(Task item) Give again, unaltered, the lines of the listing below that run from the line having "ring dip: (453, 346)" through the line having "middle pip: (753, 315)".
[Dataset — start]
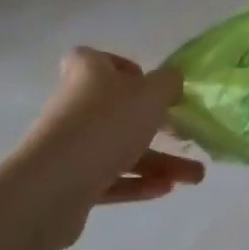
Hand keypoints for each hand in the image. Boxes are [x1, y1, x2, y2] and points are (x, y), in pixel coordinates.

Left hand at [18, 49, 202, 242]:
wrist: (54, 187)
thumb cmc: (107, 125)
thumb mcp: (152, 94)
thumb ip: (169, 82)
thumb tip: (171, 82)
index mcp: (88, 73)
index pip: (96, 59)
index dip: (120, 67)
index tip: (145, 82)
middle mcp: (74, 105)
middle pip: (118, 110)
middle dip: (157, 125)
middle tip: (185, 135)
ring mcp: (70, 145)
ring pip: (120, 148)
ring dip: (158, 161)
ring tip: (194, 178)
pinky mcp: (69, 182)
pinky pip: (109, 178)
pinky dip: (137, 183)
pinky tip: (166, 190)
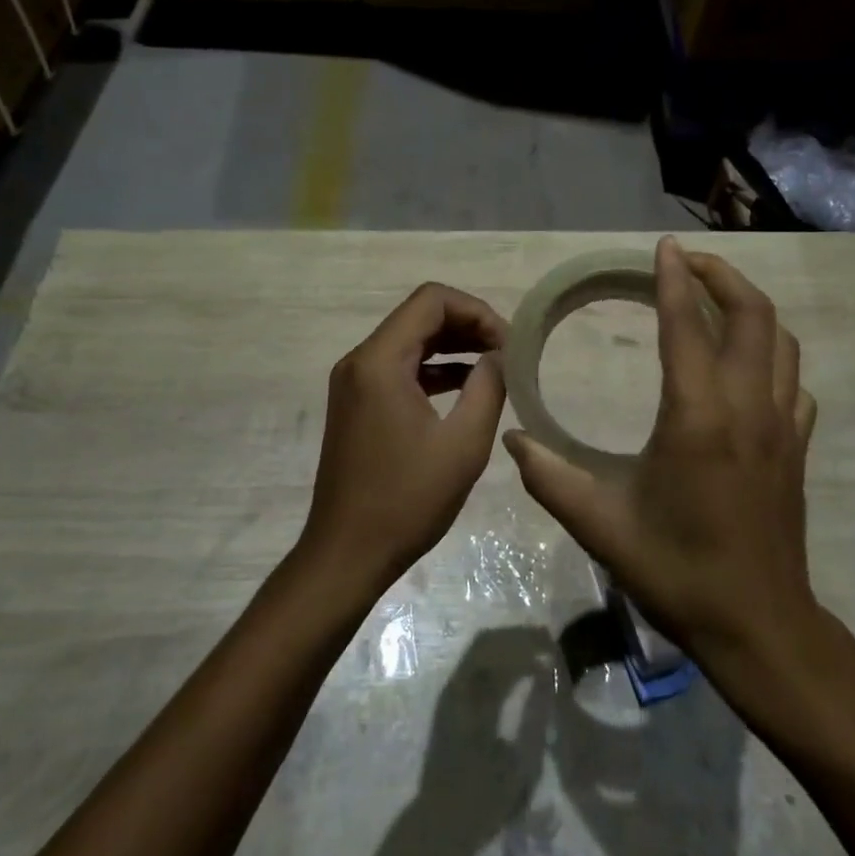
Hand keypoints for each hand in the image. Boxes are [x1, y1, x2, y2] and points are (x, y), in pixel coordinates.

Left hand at [301, 283, 508, 590]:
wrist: (346, 555)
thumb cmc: (406, 500)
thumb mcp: (463, 444)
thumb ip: (489, 387)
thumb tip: (501, 356)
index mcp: (379, 361)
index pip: (432, 300)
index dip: (476, 311)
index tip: (508, 343)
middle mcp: (360, 361)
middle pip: (419, 316)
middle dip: (468, 326)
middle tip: (507, 352)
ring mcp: (354, 383)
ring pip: (410, 341)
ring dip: (453, 346)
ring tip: (496, 366)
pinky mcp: (357, 404)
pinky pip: (399, 368)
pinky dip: (434, 369)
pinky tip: (467, 387)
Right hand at [505, 238, 818, 668]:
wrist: (759, 626)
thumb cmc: (678, 570)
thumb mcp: (600, 525)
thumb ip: (549, 476)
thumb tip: (511, 437)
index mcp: (698, 417)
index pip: (687, 325)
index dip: (673, 279)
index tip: (664, 247)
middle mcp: (748, 408)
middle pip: (753, 315)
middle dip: (723, 276)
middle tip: (688, 263)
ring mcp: (783, 426)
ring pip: (781, 342)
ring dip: (750, 309)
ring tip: (715, 301)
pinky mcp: (798, 447)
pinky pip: (793, 381)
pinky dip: (771, 356)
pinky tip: (745, 368)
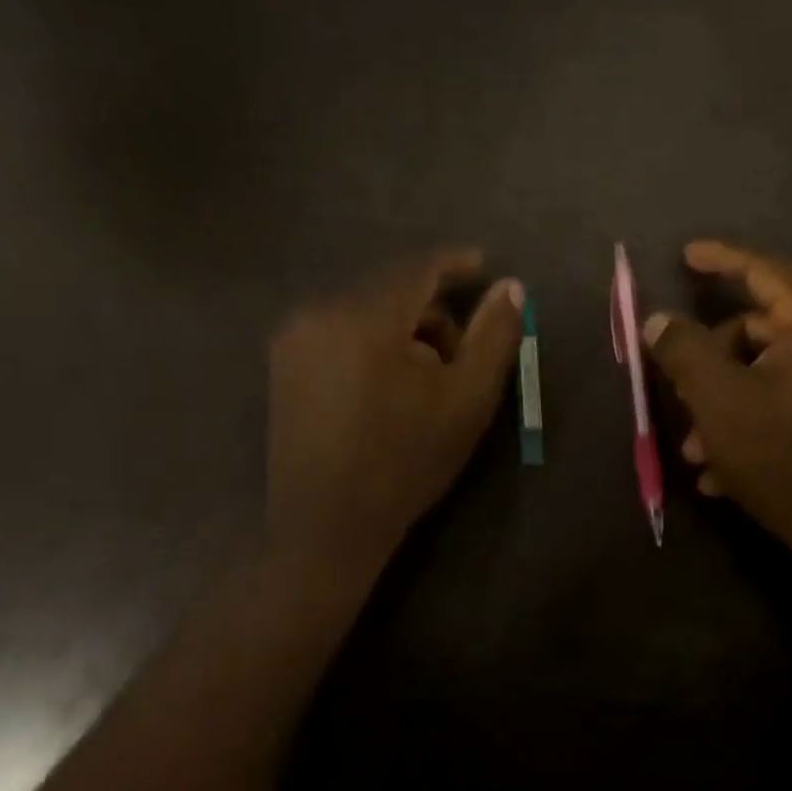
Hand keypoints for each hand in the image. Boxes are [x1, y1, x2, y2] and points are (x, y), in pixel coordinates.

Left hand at [266, 249, 523, 591]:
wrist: (327, 527)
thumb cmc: (406, 462)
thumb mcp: (467, 399)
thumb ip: (494, 336)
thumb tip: (509, 287)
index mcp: (364, 318)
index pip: (417, 270)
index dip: (454, 263)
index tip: (483, 264)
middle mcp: (319, 313)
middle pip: (390, 290)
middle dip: (431, 312)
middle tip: (458, 356)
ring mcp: (293, 338)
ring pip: (365, 310)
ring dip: (402, 330)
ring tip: (423, 381)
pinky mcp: (282, 363)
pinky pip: (339, 330)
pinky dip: (371, 342)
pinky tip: (386, 386)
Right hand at [642, 240, 791, 598]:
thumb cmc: (789, 459)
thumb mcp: (720, 402)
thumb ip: (683, 351)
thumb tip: (658, 320)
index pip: (766, 269)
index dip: (721, 258)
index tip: (684, 254)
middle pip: (758, 327)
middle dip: (709, 362)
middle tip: (678, 395)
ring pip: (764, 370)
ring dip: (722, 402)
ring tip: (697, 452)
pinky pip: (785, 398)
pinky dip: (749, 420)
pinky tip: (722, 471)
[Dataset — finish]
(Reply to the exercise)
ring dip: (453, 346)
ring tip: (496, 366)
pinky mcp: (357, 404)
pinky pip: (399, 368)
pinky dip: (434, 369)
pinky tip: (467, 387)
Right hand at [505, 238, 818, 668]:
wrist: (759, 626)
thumb cmc: (678, 570)
thumb mcp: (600, 525)
thumb ip: (549, 476)
thumb tip: (511, 437)
index mcp: (698, 417)
index pip: (687, 325)
index dip: (673, 279)
index tip: (664, 247)
middle mcp: (748, 408)
middle pip: (753, 315)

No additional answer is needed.